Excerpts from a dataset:
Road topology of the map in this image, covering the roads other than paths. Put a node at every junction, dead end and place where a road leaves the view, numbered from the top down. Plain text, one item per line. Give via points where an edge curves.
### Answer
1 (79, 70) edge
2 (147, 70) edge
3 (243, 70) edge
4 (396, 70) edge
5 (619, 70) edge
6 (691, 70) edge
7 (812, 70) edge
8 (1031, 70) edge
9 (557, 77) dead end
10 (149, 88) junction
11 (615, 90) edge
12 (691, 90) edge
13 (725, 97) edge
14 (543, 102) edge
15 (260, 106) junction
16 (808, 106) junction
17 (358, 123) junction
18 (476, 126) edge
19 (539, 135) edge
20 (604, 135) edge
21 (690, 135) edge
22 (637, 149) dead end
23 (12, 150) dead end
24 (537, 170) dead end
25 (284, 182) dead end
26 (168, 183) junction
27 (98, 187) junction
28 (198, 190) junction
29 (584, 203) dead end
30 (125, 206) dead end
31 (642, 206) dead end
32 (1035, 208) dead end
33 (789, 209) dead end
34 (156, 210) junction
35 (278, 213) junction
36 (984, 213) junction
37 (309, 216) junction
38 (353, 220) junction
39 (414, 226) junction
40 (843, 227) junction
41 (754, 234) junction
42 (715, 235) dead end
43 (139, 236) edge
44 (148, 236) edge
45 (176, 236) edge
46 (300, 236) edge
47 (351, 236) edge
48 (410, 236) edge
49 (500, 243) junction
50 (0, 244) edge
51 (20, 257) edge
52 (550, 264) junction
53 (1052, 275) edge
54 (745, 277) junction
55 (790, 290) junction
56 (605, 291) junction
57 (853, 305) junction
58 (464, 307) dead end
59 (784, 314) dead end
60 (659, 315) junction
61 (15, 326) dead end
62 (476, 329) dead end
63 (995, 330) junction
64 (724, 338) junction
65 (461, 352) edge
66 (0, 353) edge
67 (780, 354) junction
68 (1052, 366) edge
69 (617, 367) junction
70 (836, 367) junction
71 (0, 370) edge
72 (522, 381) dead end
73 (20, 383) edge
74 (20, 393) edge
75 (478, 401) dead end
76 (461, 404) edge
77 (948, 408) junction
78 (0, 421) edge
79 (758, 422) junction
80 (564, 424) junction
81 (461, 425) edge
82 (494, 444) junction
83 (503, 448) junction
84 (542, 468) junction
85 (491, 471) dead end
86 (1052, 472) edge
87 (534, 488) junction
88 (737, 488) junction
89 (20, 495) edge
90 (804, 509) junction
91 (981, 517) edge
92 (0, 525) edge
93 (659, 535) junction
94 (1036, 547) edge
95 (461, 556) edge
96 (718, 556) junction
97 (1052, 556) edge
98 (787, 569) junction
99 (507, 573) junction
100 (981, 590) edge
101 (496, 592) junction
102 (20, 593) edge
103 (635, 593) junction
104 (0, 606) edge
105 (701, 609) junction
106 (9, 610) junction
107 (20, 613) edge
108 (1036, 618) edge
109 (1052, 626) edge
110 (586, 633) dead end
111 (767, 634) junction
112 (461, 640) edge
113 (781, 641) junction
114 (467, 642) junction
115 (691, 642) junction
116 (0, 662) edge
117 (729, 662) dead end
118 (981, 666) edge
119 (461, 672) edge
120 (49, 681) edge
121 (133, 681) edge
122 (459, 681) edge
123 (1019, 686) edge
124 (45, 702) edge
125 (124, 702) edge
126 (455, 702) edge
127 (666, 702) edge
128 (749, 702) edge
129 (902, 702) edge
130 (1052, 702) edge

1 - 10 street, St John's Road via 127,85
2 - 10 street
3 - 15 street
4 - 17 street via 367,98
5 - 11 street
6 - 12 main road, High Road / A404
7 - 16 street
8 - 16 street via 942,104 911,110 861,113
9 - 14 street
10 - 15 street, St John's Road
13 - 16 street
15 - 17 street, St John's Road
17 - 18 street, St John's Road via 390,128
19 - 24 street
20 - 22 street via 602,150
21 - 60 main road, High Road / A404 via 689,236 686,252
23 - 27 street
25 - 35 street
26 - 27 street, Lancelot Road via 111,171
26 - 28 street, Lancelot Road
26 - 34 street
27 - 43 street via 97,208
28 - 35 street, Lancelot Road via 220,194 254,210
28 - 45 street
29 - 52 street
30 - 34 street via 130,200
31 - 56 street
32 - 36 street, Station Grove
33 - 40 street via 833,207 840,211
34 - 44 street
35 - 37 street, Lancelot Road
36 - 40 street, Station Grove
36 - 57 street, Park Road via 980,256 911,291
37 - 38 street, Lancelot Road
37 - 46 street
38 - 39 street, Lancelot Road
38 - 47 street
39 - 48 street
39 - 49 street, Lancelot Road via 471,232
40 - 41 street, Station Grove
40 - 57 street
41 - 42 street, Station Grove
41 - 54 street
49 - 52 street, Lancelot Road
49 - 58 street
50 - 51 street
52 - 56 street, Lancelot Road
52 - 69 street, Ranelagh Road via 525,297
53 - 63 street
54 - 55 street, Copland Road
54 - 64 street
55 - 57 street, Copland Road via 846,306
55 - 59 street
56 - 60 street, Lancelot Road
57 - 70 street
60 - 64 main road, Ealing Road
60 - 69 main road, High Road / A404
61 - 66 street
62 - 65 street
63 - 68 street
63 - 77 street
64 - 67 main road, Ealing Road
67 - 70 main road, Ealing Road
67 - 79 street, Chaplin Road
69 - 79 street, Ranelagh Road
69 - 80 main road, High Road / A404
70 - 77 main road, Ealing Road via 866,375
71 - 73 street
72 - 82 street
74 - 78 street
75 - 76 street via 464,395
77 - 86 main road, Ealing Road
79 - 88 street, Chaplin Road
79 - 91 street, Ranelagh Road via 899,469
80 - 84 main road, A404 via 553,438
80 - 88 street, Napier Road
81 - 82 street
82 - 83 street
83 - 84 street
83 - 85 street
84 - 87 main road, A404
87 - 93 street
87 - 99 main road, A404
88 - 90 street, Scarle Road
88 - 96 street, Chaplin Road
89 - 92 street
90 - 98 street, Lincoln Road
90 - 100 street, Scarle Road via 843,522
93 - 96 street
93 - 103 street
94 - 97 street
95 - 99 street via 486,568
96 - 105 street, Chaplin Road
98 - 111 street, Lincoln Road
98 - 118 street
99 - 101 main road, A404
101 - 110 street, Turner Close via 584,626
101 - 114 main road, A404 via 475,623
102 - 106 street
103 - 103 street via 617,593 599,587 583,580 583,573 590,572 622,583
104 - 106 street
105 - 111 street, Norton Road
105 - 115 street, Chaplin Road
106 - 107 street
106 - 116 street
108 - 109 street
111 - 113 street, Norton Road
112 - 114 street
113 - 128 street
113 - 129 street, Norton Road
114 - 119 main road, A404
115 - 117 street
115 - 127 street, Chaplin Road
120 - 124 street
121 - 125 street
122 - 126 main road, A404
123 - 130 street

- Your goal: Go through the records and copy each line with "Chaplin" in it.

- Answer to the exercise:
67 - 79 street, Chaplin Road
79 - 88 street, Chaplin Road
88 - 96 street, Chaplin Road
96 - 105 street, Chaplin Road
105 - 115 street, Chaplin Road
115 - 127 street, Chaplin Road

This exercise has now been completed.